TASK BRIEF> If a line in the records below contains the word "thumb", copy it out.

========================================

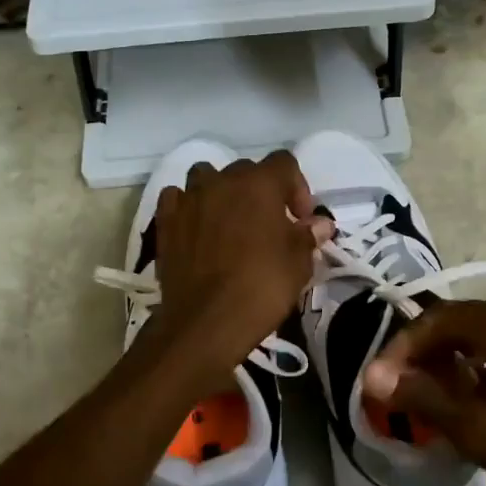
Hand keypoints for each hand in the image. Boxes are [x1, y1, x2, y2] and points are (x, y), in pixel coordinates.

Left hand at [147, 151, 331, 387]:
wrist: (206, 321)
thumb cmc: (261, 287)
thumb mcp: (298, 263)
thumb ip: (308, 235)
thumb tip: (319, 223)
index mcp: (259, 183)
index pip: (284, 163)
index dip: (297, 188)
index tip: (300, 220)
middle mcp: (222, 181)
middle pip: (246, 170)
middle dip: (261, 192)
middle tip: (269, 226)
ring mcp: (189, 198)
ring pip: (207, 177)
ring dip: (222, 192)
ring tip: (230, 222)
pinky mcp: (166, 220)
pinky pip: (177, 198)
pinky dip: (188, 206)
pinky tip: (197, 227)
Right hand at [361, 300, 485, 485]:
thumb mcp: (478, 429)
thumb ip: (423, 397)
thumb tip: (374, 377)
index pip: (441, 317)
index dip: (405, 344)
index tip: (384, 378)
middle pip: (469, 321)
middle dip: (432, 350)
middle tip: (410, 385)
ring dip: (463, 359)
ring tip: (446, 397)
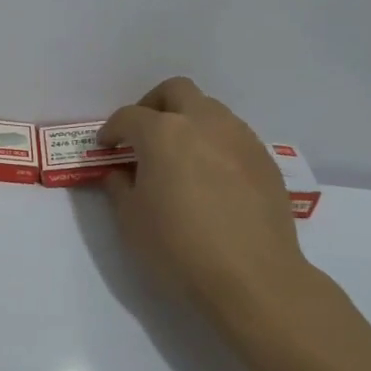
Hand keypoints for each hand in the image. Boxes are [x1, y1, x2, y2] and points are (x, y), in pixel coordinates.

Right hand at [99, 78, 345, 336]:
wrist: (254, 279)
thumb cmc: (179, 249)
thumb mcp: (131, 222)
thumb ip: (120, 188)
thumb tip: (121, 174)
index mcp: (163, 133)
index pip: (129, 116)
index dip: (112, 130)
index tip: (106, 147)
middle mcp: (203, 122)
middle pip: (175, 91)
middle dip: (153, 106)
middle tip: (143, 135)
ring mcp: (239, 138)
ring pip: (209, 109)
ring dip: (188, 122)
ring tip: (180, 156)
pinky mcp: (265, 160)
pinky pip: (233, 136)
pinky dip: (215, 144)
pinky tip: (211, 178)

========================================

FINISHED TASK>
thumb cmc: (261, 287)
thumb mcp: (298, 263)
thumb ip: (308, 235)
thumb tip: (319, 223)
thumb mcp: (478, 429)
thumb ip: (423, 397)
thumb tip: (374, 377)
thumb cmc: (179, 249)
thumb mcp: (131, 222)
thumb ip: (120, 188)
thumb tip: (121, 174)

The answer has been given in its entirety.